SAF 1 requires Action classes to extend an abstract base class. A common problem in SAF 1 is programming to abstract classes instead of interfaces.

An SAF 2 Action may optionally implement an Action interface, along with other interfaces to enable optional and custom services. SAF 2 provides a base ActionSupport class to implement commonly used interfaces. Albeit, the Action interface is not required. Any POJO object with a execute signature can be used as an Action object.

Threading Model

SAF 1 Actions must be thread-safe because there will only be one instance of a class to handle all requests. The singleton strategy places restrictions on what can be done with SAF 1 Actions. Action resources must be thread-safe or synchronized.

SAF 2 Action objects are instantiated for each request, so there are no thread-safety issues. In practice, servlet containers generate many throw-away objects per request, and one more object does not impose a performance penality or impact garbage collection.

Servlet Dependency

SAF 1 Actions have dependencies on the servlet API since the HttpServletRequest and HttpServletResponse is passed to the execute method when an Action is invoked.

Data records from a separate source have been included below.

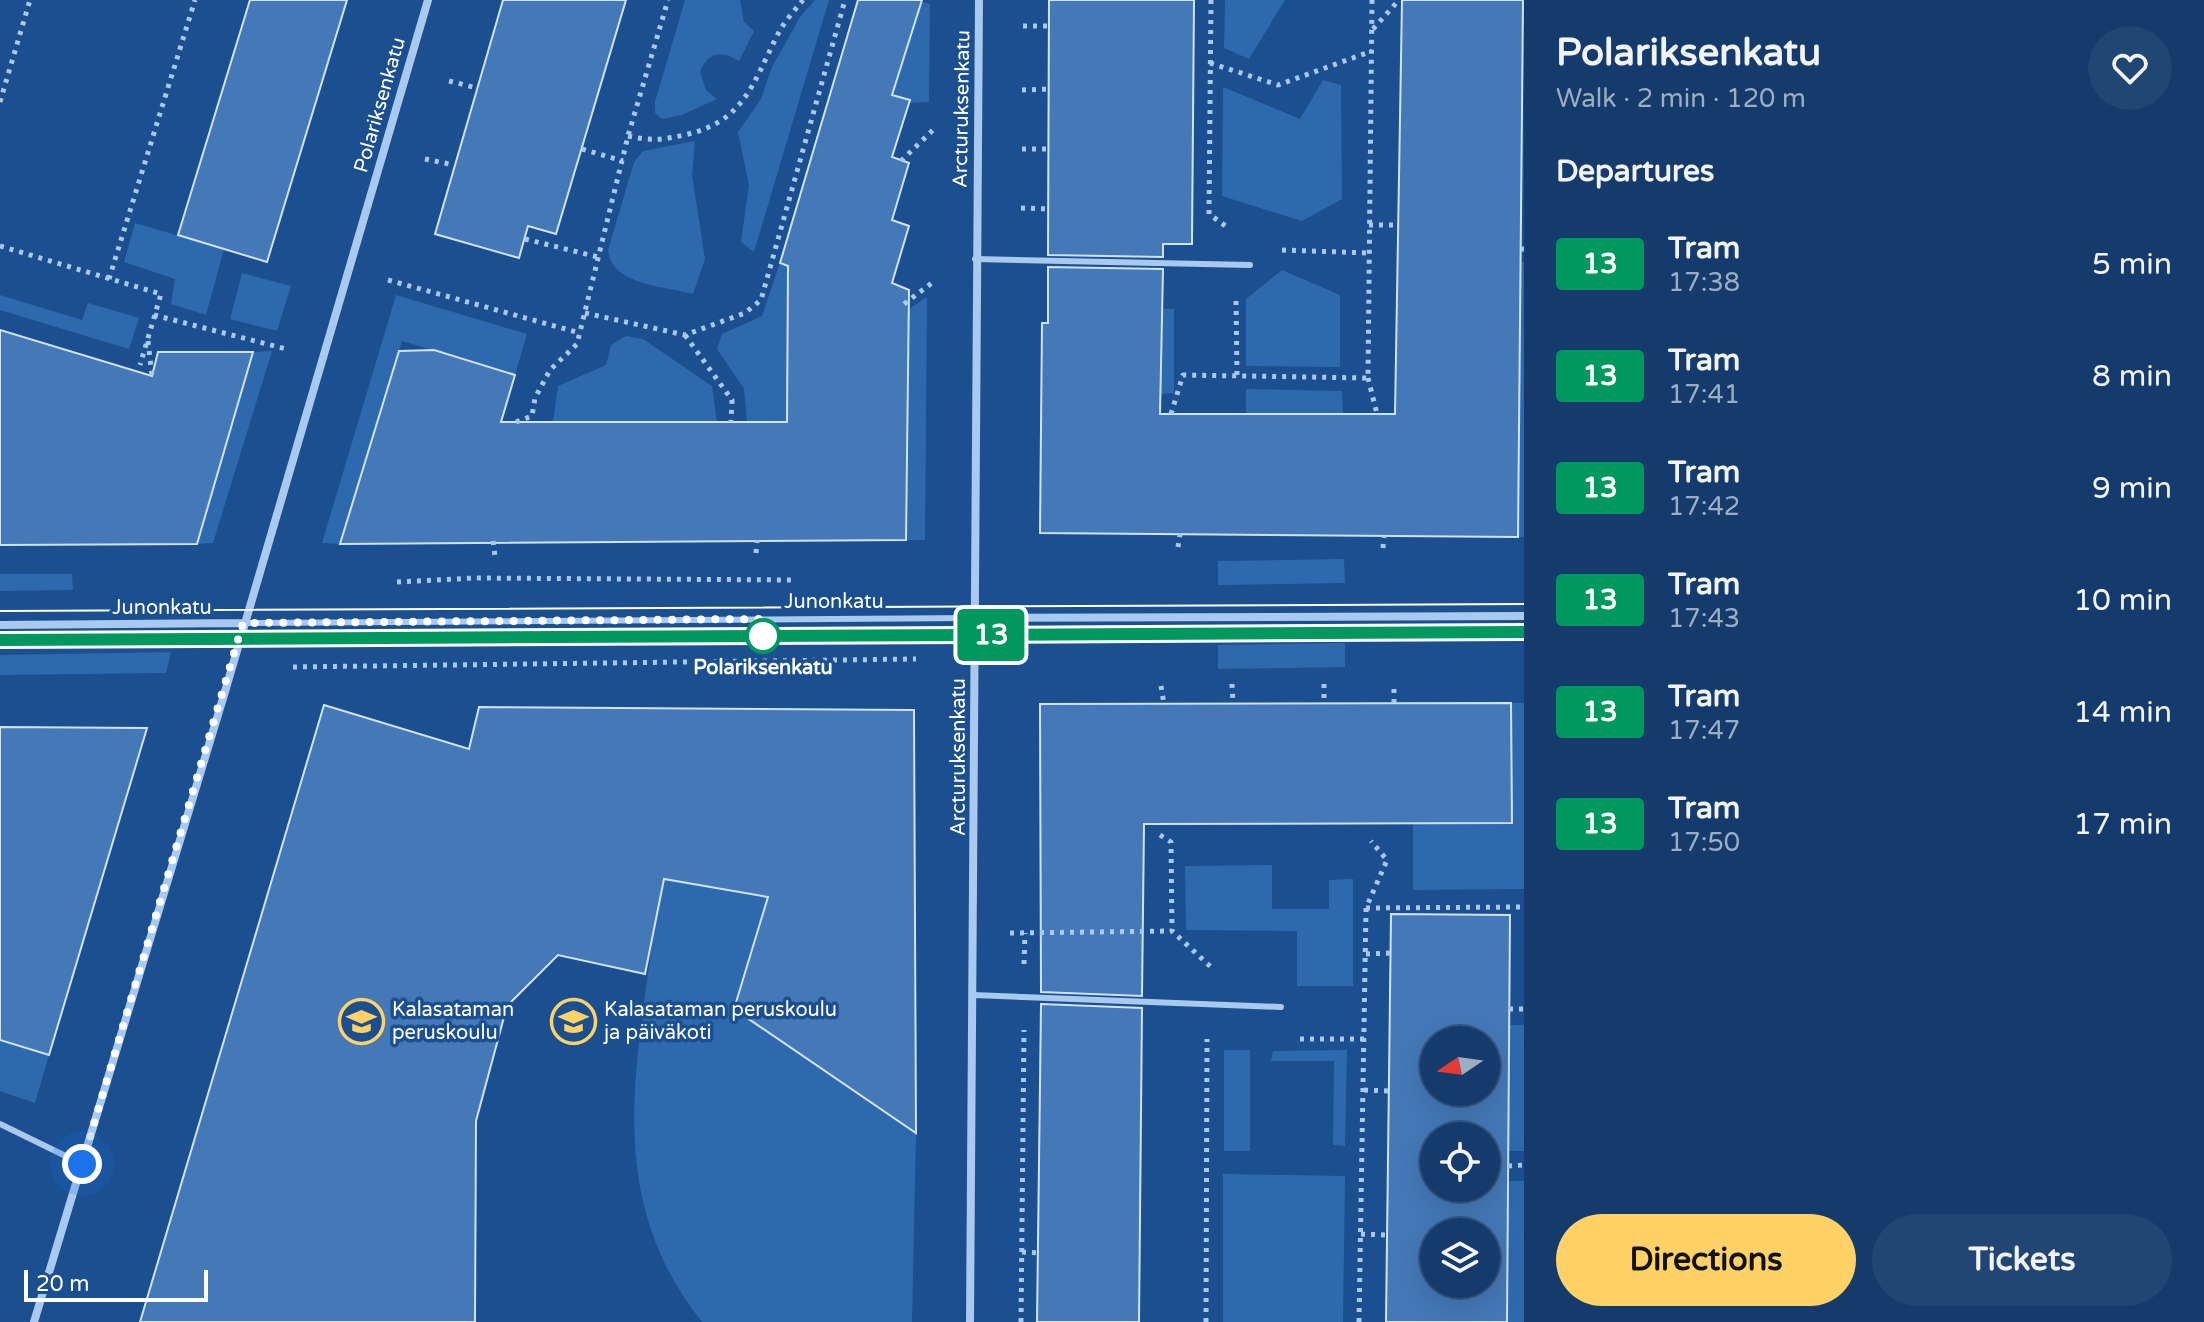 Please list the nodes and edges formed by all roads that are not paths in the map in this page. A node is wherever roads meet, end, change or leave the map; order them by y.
1 (428, 0) edge
2 (979, 0) edge
3 (975, 259) junction
4 (1250, 265) dead end
5 (1524, 616) edge
6 (974, 618) junction
7 (243, 623) junction
8 (0, 625) edge
9 (973, 995) junction
10 (1281, 1007) road end
11 (0, 1124) edge
12 (82, 1164) junction
13 (34, 1322) edge
14 (970, 1322) edge

1 - 7 street, Polariksenkatu
2 - 3 street, Arcturuksenkatu
3 - 4 lane
3 - 6 street, Arcturuksenkatu
5 - 6 street, Junonkatu
6 - 7 lane, Junonkatu
6 - 9 street, Arcturuksenkatu
7 - 8 street, Junonkatu
7 - 12 street, Polariksenkatu
9 - 10 lane
9 - 14 street, Arcturuksenkatu
11 - 12 lane
12 - 13 street, Polariksenkatu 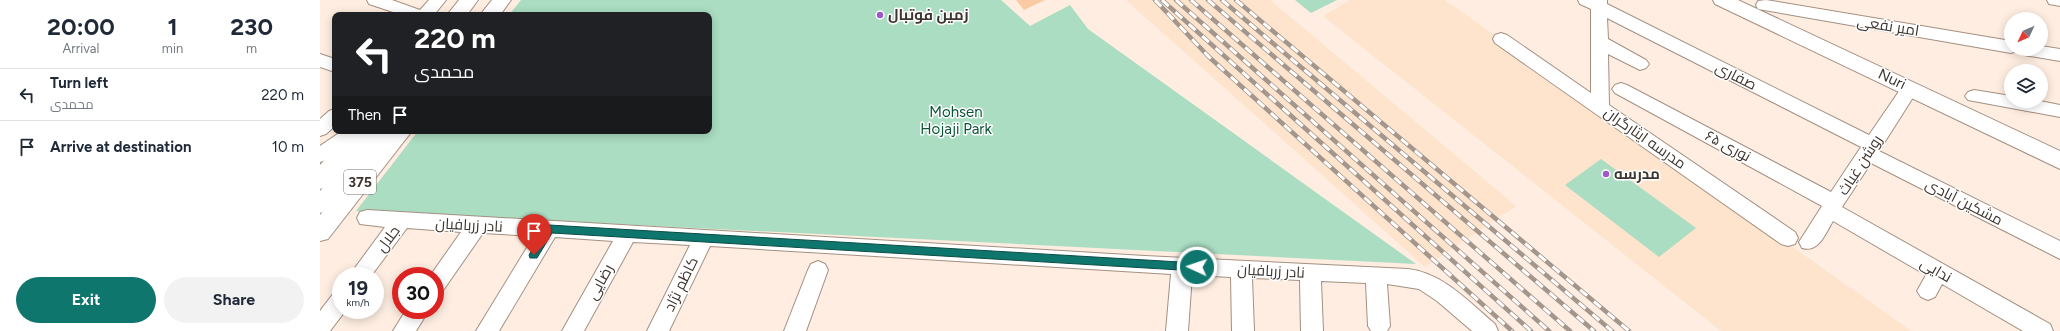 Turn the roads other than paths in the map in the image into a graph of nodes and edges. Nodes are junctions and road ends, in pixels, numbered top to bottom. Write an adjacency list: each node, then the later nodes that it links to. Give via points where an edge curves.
1 (375, 0): 11 (street)
2 (438, 0): 12 (street)
3 (469, 0): 13 (main road)
4 (502, 0): 14 (main road)
5 (1722, 0): 23 (main road, Nuri)
6 (2055, 0): 7 (street)
7 (2060, 1)
8 (1595, 2): 16 (street); 35 (street, صفاری)
9 (1758, 3): 10 (street, امیر نفعی); 23 (main road, Nuri)
10 (1805, 6): 17 (street, امیر نفعی, via 1960,42)
11 (409, 12)
12 (428, 12)
13 (459, 12)
14 (492, 12)
15 (1501, 39): 26 (street, مدرسه ایثارگران)
16 (1599, 42): 21 (street); 26 (street)
17 (2004, 46)
18 (2048, 53): 19 (street)
19 (2060, 55)
20 (320, 60): 22 (street)
21 (1640, 64)
22 (332, 65)
23 (1914, 82): 34 (main road, Nuri); 35 (street, روشن غیاث); 37 (main road, Nuri)
24 (1621, 89): 40 (street, نوری ۶۵)
25 (1974, 96): 27 (street)
26 (1600, 107): 48 (street, مدرسه ایثارگران)
27 (2060, 111)
28 (332, 119): 29 (street)
29 (320, 129)
30 (350, 134): 36 (street)
31 (359, 134): 38 (main road, 375)
32 (379, 134): 39 (street)
33 (399, 134): 45 (main road, 375)
34 (2060, 145)
35 (1870, 149): 40 (street, روشن غیاث); 50 (street, مشکین آبادی)
36 (320, 155)
37 (2060, 161)
38 (320, 180)
39 (320, 205)
40 (1832, 207): 49 (street, روشن غیاث); 56 (street, ندایی)
41 (367, 218): 42 (street, نادر زربافیان)
42 (401, 221): 43 (street, نادر زربافیان); 52 (street, جلال)
43 (477, 225): 44 (street, نادر زربافیان); 57 (street)
44 (549, 229): 46 (street, نادر زربافیان); 65 (street)
45 (320, 232)
46 (627, 234): 47 (street, نادر زربافیان); 66 (street, رضایی)
47 (704, 238): 51 (street, نادر زربافیان); 67 (street, کاظم نژاد)
48 (1788, 238)
49 (1809, 242)
50 (2060, 251)
51 (1182, 266): 53 (street, نادر زربافیان); 69 (street)
52 (366, 267)
53 (1241, 269): 55 (street, نادر زربافیان); 70 (street)
54 (818, 270): 68 (street)
55 (1310, 272): 58 (street, نادر زربافیان); 71 (street)
56 (1938, 272): 59 (street); 73 (street, ندایی)
57 (444, 273)
58 (1376, 276): 62 (street); 72 (street, نادر زربافیان, via 1415,279 1426,283)
59 (1928, 291)
60 (332, 312): 63 (street)
61 (412, 319): 64 (street)
62 (1379, 326)
63 (320, 328)
64 (404, 331)
65 (487, 331)
66 (573, 331)
67 (658, 331)
68 (795, 331)
69 (1177, 331)
70 (1243, 331)
71 (1312, 331)
72 (1487, 331)
73 (2042, 331)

SAF 2 Actions are not tied to a container. Most often the servlet contexts are represented as simple Maps, allowing the Action to be tested in isolation. SAF 2 Actions can still access to the request and response, when needed. Other architectural elements reduce or eliminate the need to access the HttpServerRequest directly.

Testability

A major hurdle to testing SAF 1 Actions is that the execute method exposes the Servlet API. A third-party extension, Struts TestCase, offers a set of mock object for SAF 1.

SAF 2 Actions can be tested by instantiating the Action, setting properties, and invoking methods. Dependency Injection support can make testing even simpler.

FormBeans

SAF 1 uses an ActionForm object to capture input, which can create a lot of extra classes. DynaBeans are often used as an alternative to creating conventional ActionForm classes.

SAF 2 allows you to have all of your properties directly accessible on your Action as regular JavaBean properties, including rich object types which can have their own properties which can be accessed from the taglibs. SAF 2 also supports the ActionForm pattern, as well as POJO form objects and POJO Actions. which allow you to have a rich Object type or domain object as your form bean, with its properties directly accessible to the web page, rather than accessing them as sub-properties of a property of the Action.

Expression Language

SAF 1 integrates with JSTL, so it uses the JSTL EL. The EL has basic object graph traversal, but relatively weak collection and indexed property support.

SAF 2 uses OGNL which is a powerful and flexible expression language SAF 2 can also use JSTL.

Binding values into views

SAF 1 uses the standard JSP mechanism for binding objects into the page context for access.

SAF 2 sets up a ValueStack which the taglibs access to dynamically find values without tightly coupling your view to the types it is rendering. This strategy allows reuse of views across a range of types which have the same properties.

Type Conversion

SAF 1 ActionForm properties are usually all Strings. SAF 1 uses Commons-Beanutils for type conversion. Converters are per-class, and not configurable per instance.

SAF 2 uses OGNL for type conversion with added converters provided for all basic types.

Validation

SAF 1 supports manual validation via a validate method on the ActionForm, or through an extension to the Commons Validator. Classes can have different validation contexts for the same class, but cannot chain to validations on sub-objects.

SAF 2 supports manual validation via the validate method and the XWork Validation framework. The Xwork Validation Framework supports chaining validation into sub-properties using the validations defined for the properties class type and the validation context.

Control Of Action Execution

SAF 1 supports separate Request Processors (lifecycles) for each module, but all the Actions in the module must share the same lifecycle.

SAF 2 supports creating different lifecycles on a per Action basis via Interceptor Stacks. Various stacks can be created and used with various Actions, as needed.